■ **Brief**: Nothing but the records, repeated exactly, should form the response.

■ **Supplied data**:
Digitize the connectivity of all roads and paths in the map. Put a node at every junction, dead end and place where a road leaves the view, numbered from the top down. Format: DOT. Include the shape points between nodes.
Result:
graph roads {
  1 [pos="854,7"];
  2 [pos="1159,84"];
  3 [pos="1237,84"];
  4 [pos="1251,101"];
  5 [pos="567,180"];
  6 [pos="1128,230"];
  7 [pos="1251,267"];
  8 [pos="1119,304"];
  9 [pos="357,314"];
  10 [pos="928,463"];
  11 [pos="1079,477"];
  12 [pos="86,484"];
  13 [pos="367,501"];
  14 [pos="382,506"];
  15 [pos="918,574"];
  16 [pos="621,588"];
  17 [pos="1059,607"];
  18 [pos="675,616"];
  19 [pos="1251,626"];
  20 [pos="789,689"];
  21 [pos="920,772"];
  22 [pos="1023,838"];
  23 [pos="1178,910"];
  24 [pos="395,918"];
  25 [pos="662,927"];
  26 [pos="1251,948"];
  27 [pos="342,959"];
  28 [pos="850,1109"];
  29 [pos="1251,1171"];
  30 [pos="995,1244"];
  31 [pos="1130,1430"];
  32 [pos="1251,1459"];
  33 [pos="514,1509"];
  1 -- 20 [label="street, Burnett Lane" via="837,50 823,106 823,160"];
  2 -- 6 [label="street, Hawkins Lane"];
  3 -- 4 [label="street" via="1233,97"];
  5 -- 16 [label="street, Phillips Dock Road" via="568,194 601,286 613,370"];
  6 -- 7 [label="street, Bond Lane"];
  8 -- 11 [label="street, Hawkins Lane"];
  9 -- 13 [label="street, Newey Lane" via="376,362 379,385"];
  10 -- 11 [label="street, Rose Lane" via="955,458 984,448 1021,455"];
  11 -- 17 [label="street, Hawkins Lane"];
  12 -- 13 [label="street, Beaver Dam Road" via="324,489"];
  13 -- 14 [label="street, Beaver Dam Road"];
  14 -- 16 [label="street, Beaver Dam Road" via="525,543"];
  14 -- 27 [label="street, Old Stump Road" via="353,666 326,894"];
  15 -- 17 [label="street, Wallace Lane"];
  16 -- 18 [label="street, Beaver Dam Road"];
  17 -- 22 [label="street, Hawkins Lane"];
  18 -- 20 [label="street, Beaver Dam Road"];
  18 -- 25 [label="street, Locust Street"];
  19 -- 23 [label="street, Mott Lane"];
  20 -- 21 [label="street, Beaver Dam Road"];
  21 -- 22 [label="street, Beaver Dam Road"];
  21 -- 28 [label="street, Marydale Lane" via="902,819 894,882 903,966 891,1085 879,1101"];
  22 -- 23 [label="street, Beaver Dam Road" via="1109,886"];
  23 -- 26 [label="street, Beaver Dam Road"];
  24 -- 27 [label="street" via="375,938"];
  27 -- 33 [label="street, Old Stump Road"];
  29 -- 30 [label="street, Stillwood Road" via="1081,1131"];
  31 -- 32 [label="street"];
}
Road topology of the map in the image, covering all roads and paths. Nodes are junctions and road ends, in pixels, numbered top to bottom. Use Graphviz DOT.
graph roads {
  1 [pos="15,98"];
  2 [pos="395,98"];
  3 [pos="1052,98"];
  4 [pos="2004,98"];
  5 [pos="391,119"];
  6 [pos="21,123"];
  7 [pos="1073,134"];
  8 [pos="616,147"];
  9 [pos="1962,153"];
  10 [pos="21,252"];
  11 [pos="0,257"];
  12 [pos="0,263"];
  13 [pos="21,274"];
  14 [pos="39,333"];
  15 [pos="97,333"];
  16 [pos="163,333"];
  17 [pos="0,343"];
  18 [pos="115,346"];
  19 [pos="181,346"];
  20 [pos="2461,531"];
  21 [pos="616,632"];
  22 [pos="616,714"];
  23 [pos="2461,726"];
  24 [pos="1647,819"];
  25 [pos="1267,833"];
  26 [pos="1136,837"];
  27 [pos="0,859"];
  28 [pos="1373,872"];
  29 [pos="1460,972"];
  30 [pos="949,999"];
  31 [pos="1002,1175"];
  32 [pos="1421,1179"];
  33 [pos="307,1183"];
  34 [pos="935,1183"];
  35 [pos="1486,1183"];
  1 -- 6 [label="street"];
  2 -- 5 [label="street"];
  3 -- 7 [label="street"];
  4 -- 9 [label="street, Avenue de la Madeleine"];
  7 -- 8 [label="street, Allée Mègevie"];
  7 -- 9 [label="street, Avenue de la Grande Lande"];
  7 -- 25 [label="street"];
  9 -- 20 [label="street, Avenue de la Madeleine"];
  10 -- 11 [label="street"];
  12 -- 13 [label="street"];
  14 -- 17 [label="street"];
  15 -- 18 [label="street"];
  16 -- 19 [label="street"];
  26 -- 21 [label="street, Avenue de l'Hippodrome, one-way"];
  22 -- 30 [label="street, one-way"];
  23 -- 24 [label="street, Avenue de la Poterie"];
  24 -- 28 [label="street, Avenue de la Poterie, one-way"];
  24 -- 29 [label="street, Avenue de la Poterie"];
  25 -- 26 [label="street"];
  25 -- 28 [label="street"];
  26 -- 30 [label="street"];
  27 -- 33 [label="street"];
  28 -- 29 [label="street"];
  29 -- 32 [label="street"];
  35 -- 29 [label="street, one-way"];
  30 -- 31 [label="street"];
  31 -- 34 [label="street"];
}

■ **The completed task**:
Digitize the connectivity of all roads and paths in the map. Put a node at every junction, dead end and place where a road leaves the view, numbered from the top down. Format: DOT. Include the shape points between nodes.
Result:
graph roads {
  1 [pos="854,7"];
  2 [pos="1159,84"];
  3 [pos="1237,84"];
  4 [pos="1251,101"];
  5 [pos="567,180"];
  6 [pos="1128,230"];
  7 [pos="1251,267"];
  8 [pos="1119,304"];
  9 [pos="357,314"];
  10 [pos="928,463"];
  11 [pos="1079,477"];
  12 [pos="86,484"];
  13 [pos="367,501"];
  14 [pos="382,506"];
  15 [pos="918,574"];
  16 [pos="621,588"];
  17 [pos="1059,607"];
  18 [pos="675,616"];
  19 [pos="1251,626"];
  20 [pos="789,689"];
  21 [pos="920,772"];
  22 [pos="1023,838"];
  23 [pos="1178,910"];
  24 [pos="395,918"];
  25 [pos="662,927"];
  26 [pos="1251,948"];
  27 [pos="342,959"];
  28 [pos="850,1109"];
  29 [pos="1251,1171"];
  30 [pos="995,1244"];
  31 [pos="1130,1430"];
  32 [pos="1251,1459"];
  33 [pos="514,1509"];
  1 -- 20 [label="street, Burnett Lane" via="837,50 823,106 823,160"];
  2 -- 6 [label="street, Hawkins Lane"];
  3 -- 4 [label="street" via="1233,97"];
  5 -- 16 [label="street, Phillips Dock Road" via="568,194 601,286 613,370"];
  6 -- 7 [label="street, Bond Lane"];
  8 -- 11 [label="street, Hawkins Lane"];
  9 -- 13 [label="street, Newey Lane" via="376,362 379,385"];
  10 -- 11 [label="street, Rose Lane" via="955,458 984,448 1021,455"];
  11 -- 17 [label="street, Hawkins Lane"];
  12 -- 13 [label="street, Beaver Dam Road" via="324,489"];
  13 -- 14 [label="street, Beaver Dam Road"];
  14 -- 16 [label="street, Beaver Dam Road" via="525,543"];
  14 -- 27 [label="street, Old Stump Road" via="353,666 326,894"];
  15 -- 17 [label="street, Wallace Lane"];
  16 -- 18 [label="street, Beaver Dam Road"];
  17 -- 22 [label="street, Hawkins Lane"];
  18 -- 20 [label="street, Beaver Dam Road"];
  18 -- 25 [label="street, Locust Street"];
  19 -- 23 [label="street, Mott Lane"];
  20 -- 21 [label="street, Beaver Dam Road"];
  21 -- 22 [label="street, Beaver Dam Road"];
  21 -- 28 [label="street, Marydale Lane" via="902,819 894,882 903,966 891,1085 879,1101"];
  22 -- 23 [label="street, Beaver Dam Road" via="1109,886"];
  23 -- 26 [label="street, Beaver Dam Road"];
  24 -- 27 [label="street" via="375,938"];
  27 -- 33 [label="street, Old Stump Road"];
  29 -- 30 [label="street, Stillwood Road" via="1081,1131"];
  31 -- 32 [label="street"];
}
Road topology of the map in the image, covering all roads and paths. Nodes are junctions and road ends, in pixels, numbered top to bottom. Use Graphviz DOT.
graph roads {
  1 [pos="15,98"];
  2 [pos="395,98"];
  3 [pos="1052,98"];
  4 [pos="2004,98"];
  5 [pos="391,119"];
  6 [pos="21,123"];
  7 [pos="1073,134"];
  8 [pos="616,147"];
  9 [pos="1962,153"];
  10 [pos="21,252"];
  11 [pos="0,257"];
  12 [pos="0,263"];
  13 [pos="21,274"];
  14 [pos="39,333"];
  15 [pos="97,333"];
  16 [pos="163,333"];
  17 [pos="0,343"];
  18 [pos="115,346"];
  19 [pos="181,346"];
  20 [pos="2461,531"];
  21 [pos="616,632"];
  22 [pos="616,714"];
  23 [pos="2461,726"];
  24 [pos="1647,819"];
  25 [pos="1267,833"];
  26 [pos="1136,837"];
  27 [pos="0,859"];
  28 [pos="1373,872"];
  29 [pos="1460,972"];
  30 [pos="949,999"];
  31 [pos="1002,1175"];
  32 [pos="1421,1179"];
  33 [pos="307,1183"];
  34 [pos="935,1183"];
  35 [pos="1486,1183"];
  1 -- 6 [label="street"];
  2 -- 5 [label="street"];
  3 -- 7 [label="street"];
  4 -- 9 [label="street, Avenue de la Madeleine"];
  7 -- 8 [label="street, Allée Mègevie"];
  7 -- 9 [label="street, Avenue de la Grande Lande"];
  7 -- 25 [label="street"];
  9 -- 20 [label="street, Avenue de la Madeleine"];
  10 -- 11 [label="street"];
  12 -- 13 [label="street"];
  14 -- 17 [label="street"];
  15 -- 18 [label="street"];
  16 -- 19 [label="street"];
  26 -- 21 [label="street, Avenue de l'Hippodrome, one-way"];
  22 -- 30 [label="street, one-way"];
  23 -- 24 [label="street, Avenue de la Poterie"];
  24 -- 28 [label="street, Avenue de la Poterie, one-way"];
  24 -- 29 [label="street, Avenue de la Poterie"];
  25 -- 26 [label="street"];
  25 -- 28 [label="street"];
  26 -- 30 [label="street"];
  27 -- 33 [label="street"];
  28 -- 29 [label="street"];
  29 -- 32 [label="street"];
  35 -- 29 [label="street, one-way"];
  30 -- 31 [label="street"];
  31 -- 34 [label="street"];
}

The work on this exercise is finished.